In partnership with the Maine CDC Tobacco and Substance Use Prevention and Control Program, AHIP was able to provide additional funding to SBHCs to increase access to mental health services. These funds will allow SBHCs to serve more youth and provide greater access for uninsured or underinsured students. Additionally, SBHCs will receive training and support to implement Screening, Behavioral Intervention, and Referral to Treatment (SBIRT) to intervene with students who struggle with substance use.
The Maine Youth Action Network is continuing to engage young people around issues related to youth mental health. MYAN youth leaders provided input into the MCH Strengths and Needs Assessment, and identified issues related to mental health as a top priority in promoting wellbeing for young people in Maine.
Maine DOE Health Education and Physical Education Consultants continue to work with the AHIP Program and NAMI Maine to deliver at least three regional trainings for the combined stress management and suicide prevention curriculum lessons and high school Lifelines Suicide Prevention lessons for middle and high school educators. The state law requiring all school personnel to receive suicide awareness and prevention training every five years, as well as designating trained gatekeepers in all school districts, requires ongoing training provided by NAMI Maine. The law was amended to require all Maine schools to put locally developed protocols for suicide prevention, intervention and postvention in place for the 2019-2020 school year. NAMI Maine is continuing to offer protocol development training to support all Maine schools in reaching this requirement by the end of the 2019-2020 school year.

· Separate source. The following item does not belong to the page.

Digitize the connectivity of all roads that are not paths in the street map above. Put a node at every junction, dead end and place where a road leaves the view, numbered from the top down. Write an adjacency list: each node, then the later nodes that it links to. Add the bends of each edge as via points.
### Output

The 2007 Health Education and Physical Education standards within the Maine Learning Results commenced a revision process in the fall of 2019. The steering committee comprised of a variety of stakeholders is meeting through June 2020. The process will incorporate newly enacted laws on mental health, child sexual abuse prevention and affirmative consent. The committee will recruit teachers to be a part of the writing team.

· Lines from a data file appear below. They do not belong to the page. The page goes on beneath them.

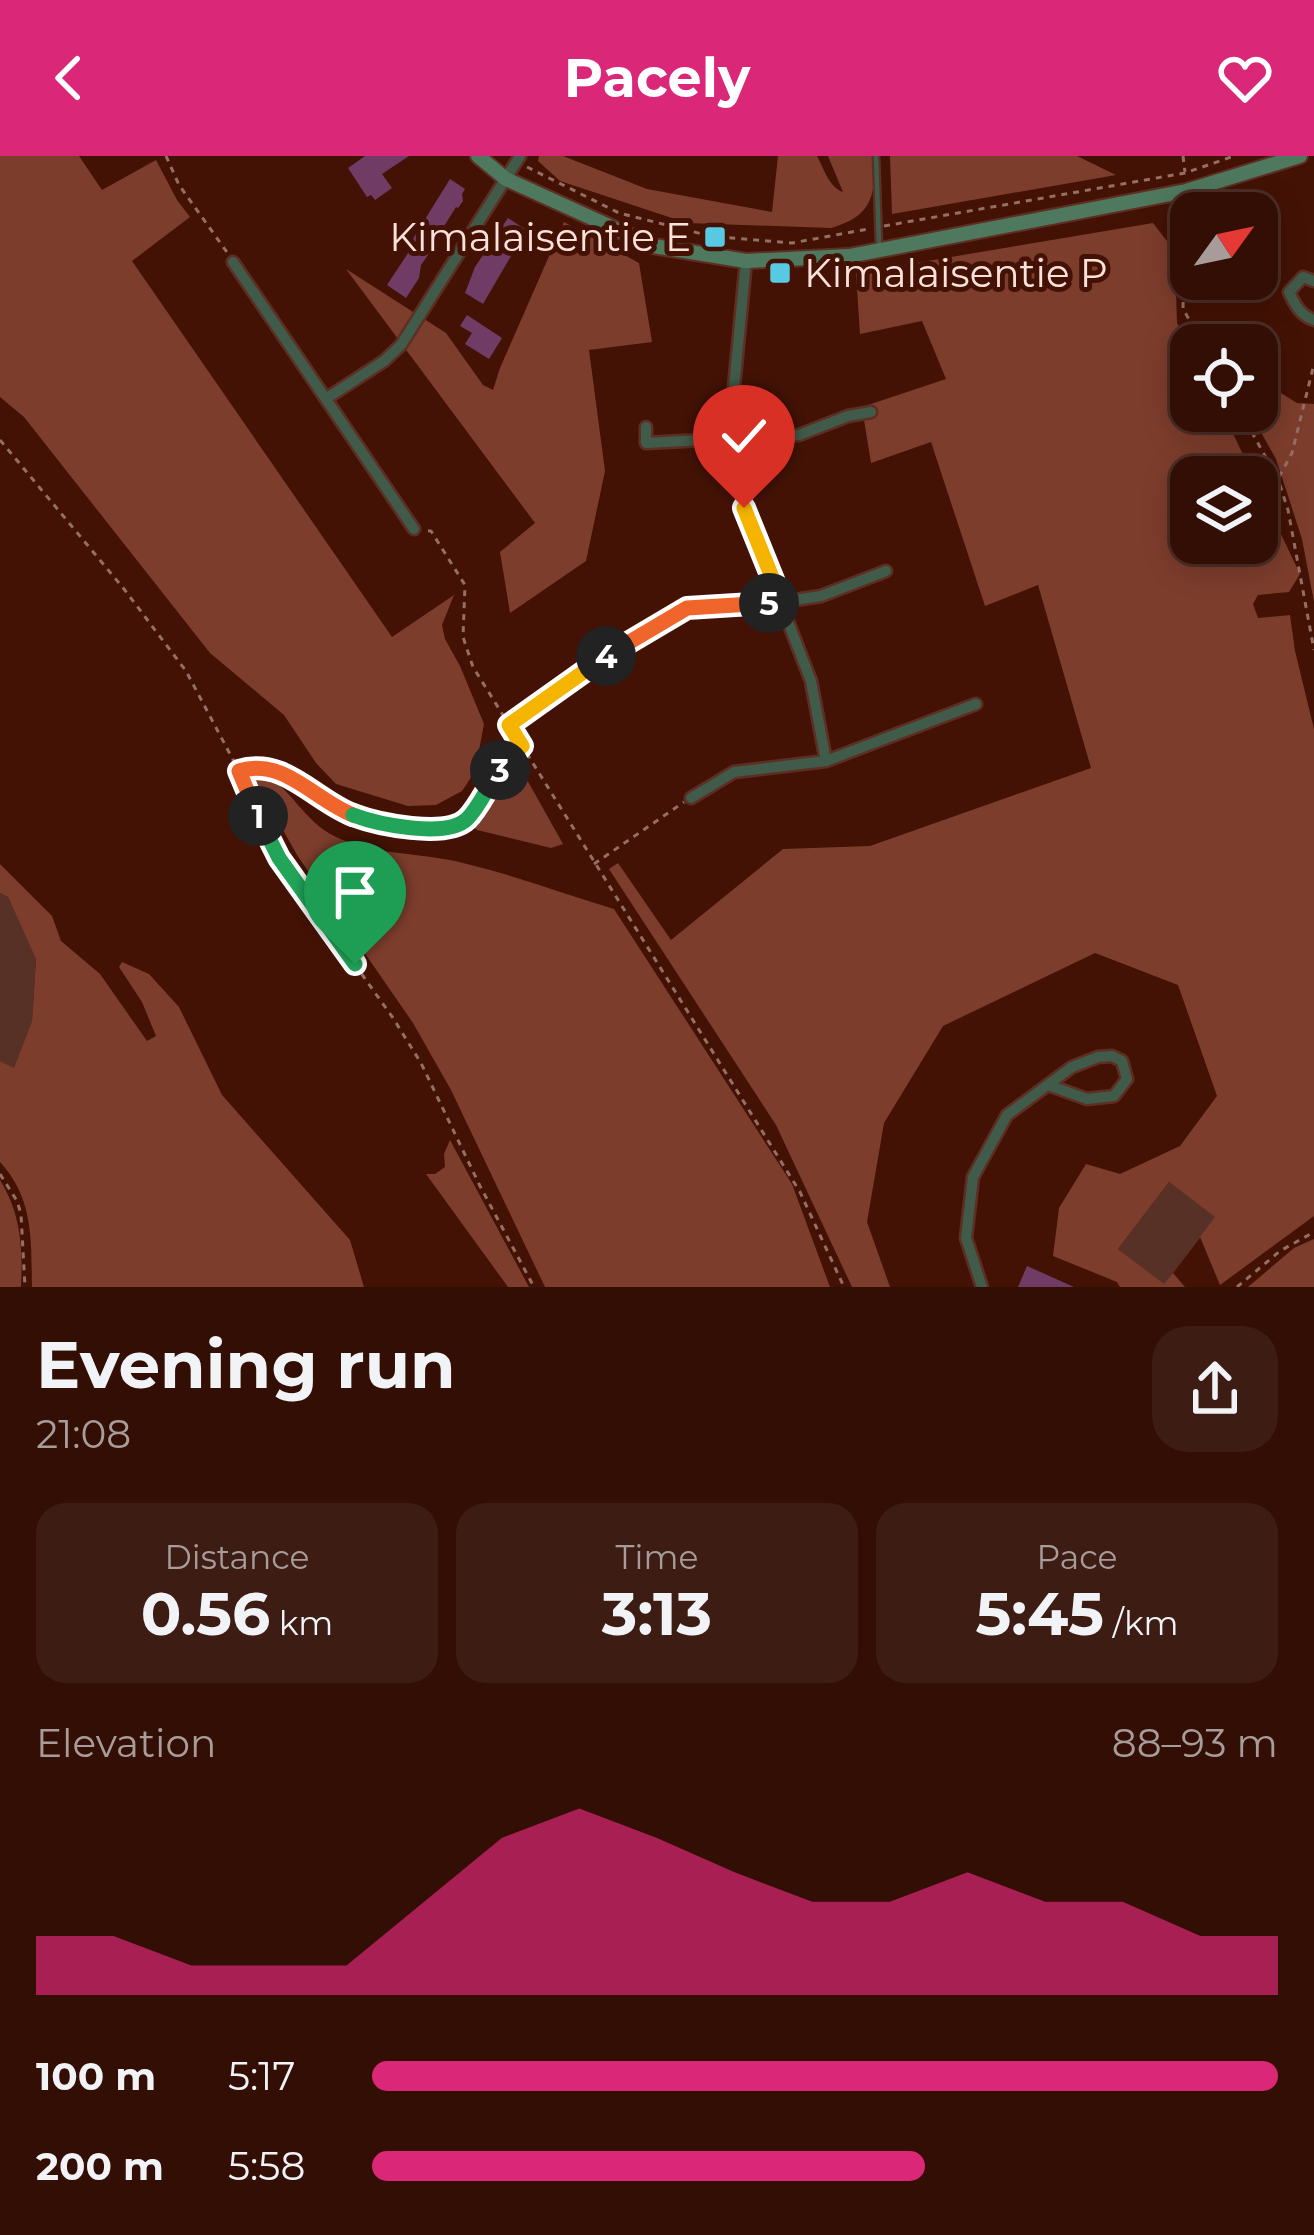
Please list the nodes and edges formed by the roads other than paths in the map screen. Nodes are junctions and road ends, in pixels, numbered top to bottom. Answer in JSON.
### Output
{"nodes":[{"id":1,"x":478,"y":156,"type":"edge"},
{"id":2,"x":877,"y":156,"type":"edge"},
{"id":3,"x":1300,"y":156,"type":"edge"},
{"id":4,"x":519,"y":159,"type":"edge"},
{"id":5,"x":506,"y":179,"type":"junction"},
{"id":6,"x":879,"y":250,"type":"junction"},
{"id":7,"x":746,"y":261,"type":"junction"},
{"id":8,"x":233,"y":262,"type":"road end"},
{"id":9,"x":1314,"y":281,"type":"edge"},
{"id":10,"x":1314,"y":320,"type":"edge"},
{"id":11,"x":327,"y":398,"type":"junction"},
{"id":12,"x":871,"y":412,"type":"dead end"},
{"id":13,"x":646,"y":427,"type":"dead end"},
{"id":14,"x":728,"y":440,"type":"junction"},
{"id":15,"x":414,"y":530,"type":"road end"},
{"id":16,"x":886,"y":571,"type":"dead end"},
{"id":17,"x":782,"y":602,"type":"junction"},
{"id":18,"x":592,"y":666,"type":"road end"},
{"id":19,"x":976,"y":704,"type":"dead end"},
{"id":20,"x":826,"y":761,"type":"junction"},
{"id":21,"x":691,"y":798,"type":"road end"},
{"id":22,"x":1048,"y":1085,"type":"junction"},
{"id":23,"x":982,"y":1287,"type":"edge"}],
"edges":[{"from":1,"to":5,"type":"street"},
{"from":2,"to":6,"type":"lane"},
{"from":3,"to":6,"type":"street"},
{"from":4,"to":5,"type":"street"},
{"from":5,"to":7,"type":"street"},
{"from":5,"to":11,"type":"street"},
{"from":6,"to":7,"type":"street"},
{"from":7,"to":14,"type":"street"},
{"from":8,"to":11,"type":"street"},
{"from":9,"to":10,"type":"street"},
{"from":11,"to":15,"type":"street"},
{"from":12,"to":14,"type":"street"},
{"from":13,"to":14,"type":"street"},
{"from":14,"to":17,"type":"street"},
{"from":16,"to":17,"type":"street"},
{"from":17,"to":18,"type":"street"},
{"from":17,"to":20,"type":"street"},
{"from":19,"to":20,"type":"street"},
{"from":20,"to":21,"type":"street"},
{"from":22,"to":22,"type":"street"},
{"from":22,"to":23,"type":"street"}]}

Members of the Maine DOE Office of School and Student Supports participated on the Governor’s Opioid Prevention and Intervention Task Force as well as the sub-committee for identifying education resources for substance-use prevention efforts. The recommendations from the sub-committee included more qualified instructors for PreK – diploma health education, so that more students receive quality skills-based instruction that includes substance use prevention, mental health and components of social emotional learning, as well as a requirement for social emotional learning for all adult educators.
[1] National Survey of Children’s Health, 2017-2018.
[2] Maine Integrated Youth Health Survey, High school, 2017.
[3] Maine Integrated Youth Health Survey, High school, 2017.